Every record gets copied exactly, and no picture goes with it.

>>>

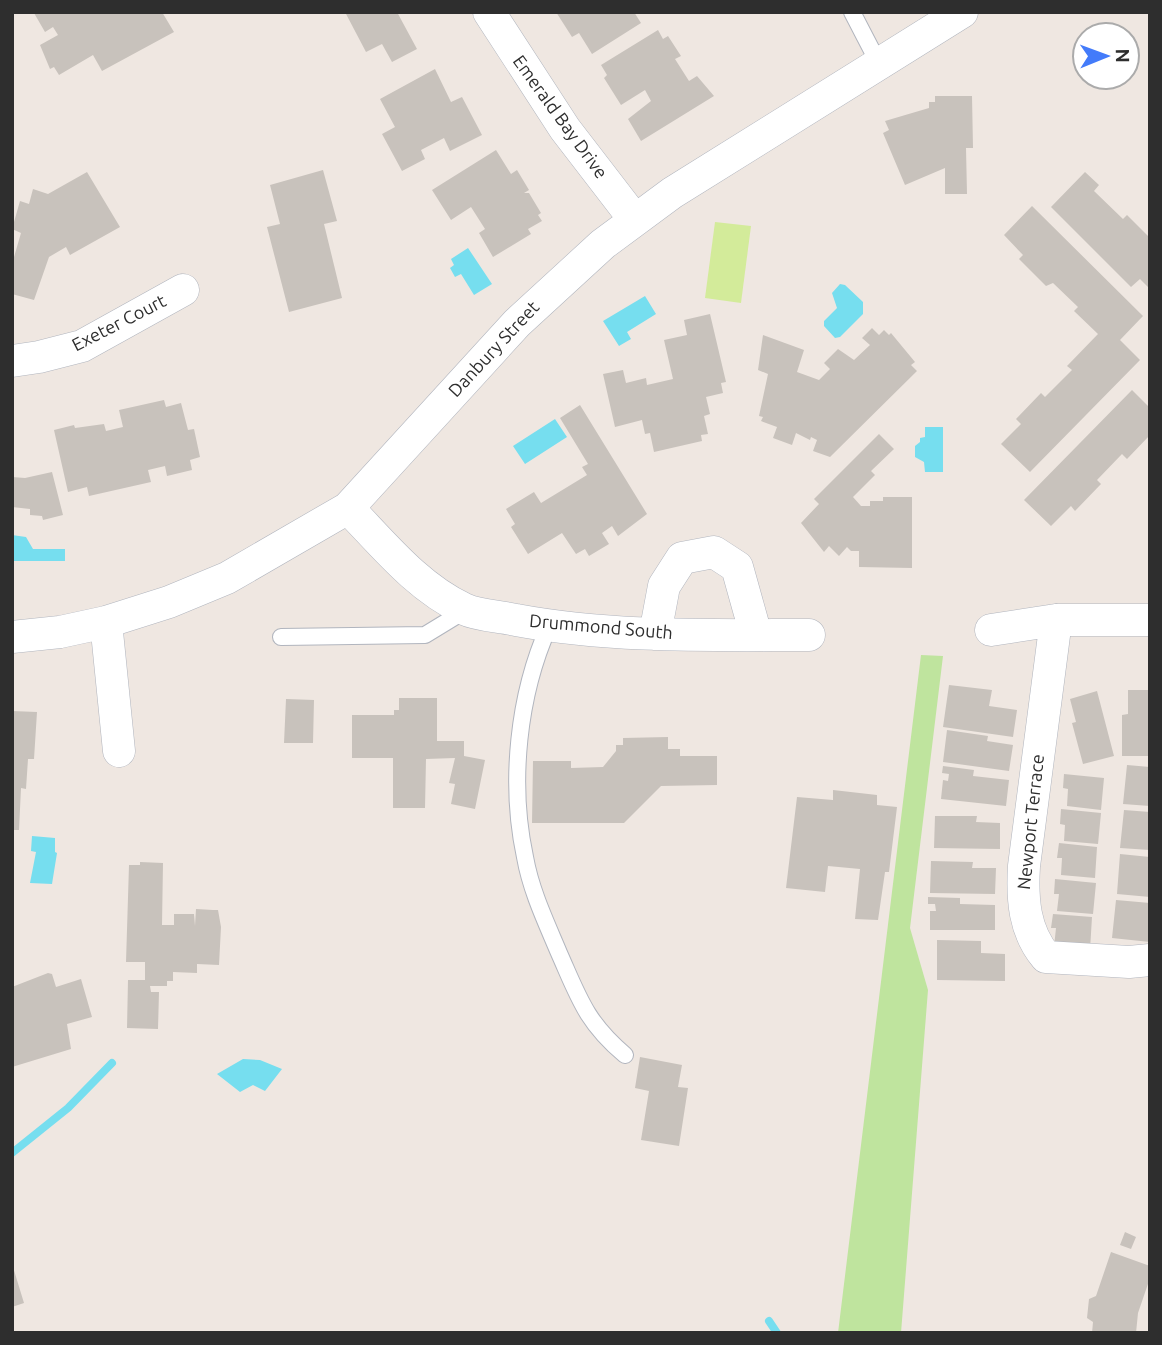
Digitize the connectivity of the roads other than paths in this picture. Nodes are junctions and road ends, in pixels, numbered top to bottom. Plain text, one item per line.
1 (489, 12) edge
2 (852, 12) edge
3 (962, 12) edge
4 (880, 66) junction
5 (635, 220) junction
6 (183, 290) dead end
7 (12, 361) edge
8 (348, 508) junction
9 (466, 610) junction
10 (1056, 620) junction
11 (1150, 620) edge
12 (106, 622) junction
13 (549, 626) junction
14 (991, 630) dead end
15 (655, 634) junction
16 (756, 635) junction
17 (809, 635) dead end
18 (12, 637) edge
19 (281, 637) dead end
20 (119, 751) dead end
21 (1150, 960) edge
22 (625, 1055) dead end

1 - 5 street, Emerald Bay Drive
2 - 4 lane
3 - 4 street, Danbury Street
4 - 5 street, Danbury Street
5 - 8 street, Danbury Street
6 - 7 street, Exeter Court
8 - 9 street, Drummond South
8 - 12 street, Danbury Street
9 - 13 street, Drummond South
9 - 19 lane
10 - 11 street
10 - 14 street
10 - 21 street, Newport Terrace
12 - 18 street, Danbury Street
12 - 20 street
13 - 15 street, Drummond South
13 - 22 lane
15 - 16 street, Drummond South
15 - 16 street
16 - 17 street, Drummond South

<<<

**Problem solution**
Digitize the connectivity of the roads other than paths in this picture. Nodes are junctions and road ends, in pixels, numbered top to bottom. Plain text, one item per line.
1 (489, 12) edge
2 (852, 12) edge
3 (962, 12) edge
4 (880, 66) junction
5 (635, 220) junction
6 (183, 290) dead end
7 (12, 361) edge
8 (348, 508) junction
9 (466, 610) junction
10 (1056, 620) junction
11 (1150, 620) edge
12 (106, 622) junction
13 (549, 626) junction
14 (991, 630) dead end
15 (655, 634) junction
16 (756, 635) junction
17 (809, 635) dead end
18 (12, 637) edge
19 (281, 637) dead end
20 (119, 751) dead end
21 (1150, 960) edge
22 (625, 1055) dead end

1 - 5 street, Emerald Bay Drive
2 - 4 lane
3 - 4 street, Danbury Street
4 - 5 street, Danbury Street
5 - 8 street, Danbury Street
6 - 7 street, Exeter Court
8 - 9 street, Drummond South
8 - 12 street, Danbury Street
9 - 13 street, Drummond South
9 - 19 lane
10 - 11 street
10 - 14 street
10 - 21 street, Newport Terrace
12 - 18 street, Danbury Street
12 - 20 street
13 - 15 street, Drummond South
13 - 22 lane
15 - 16 street, Drummond South
15 - 16 street
16 - 17 street, Drummond South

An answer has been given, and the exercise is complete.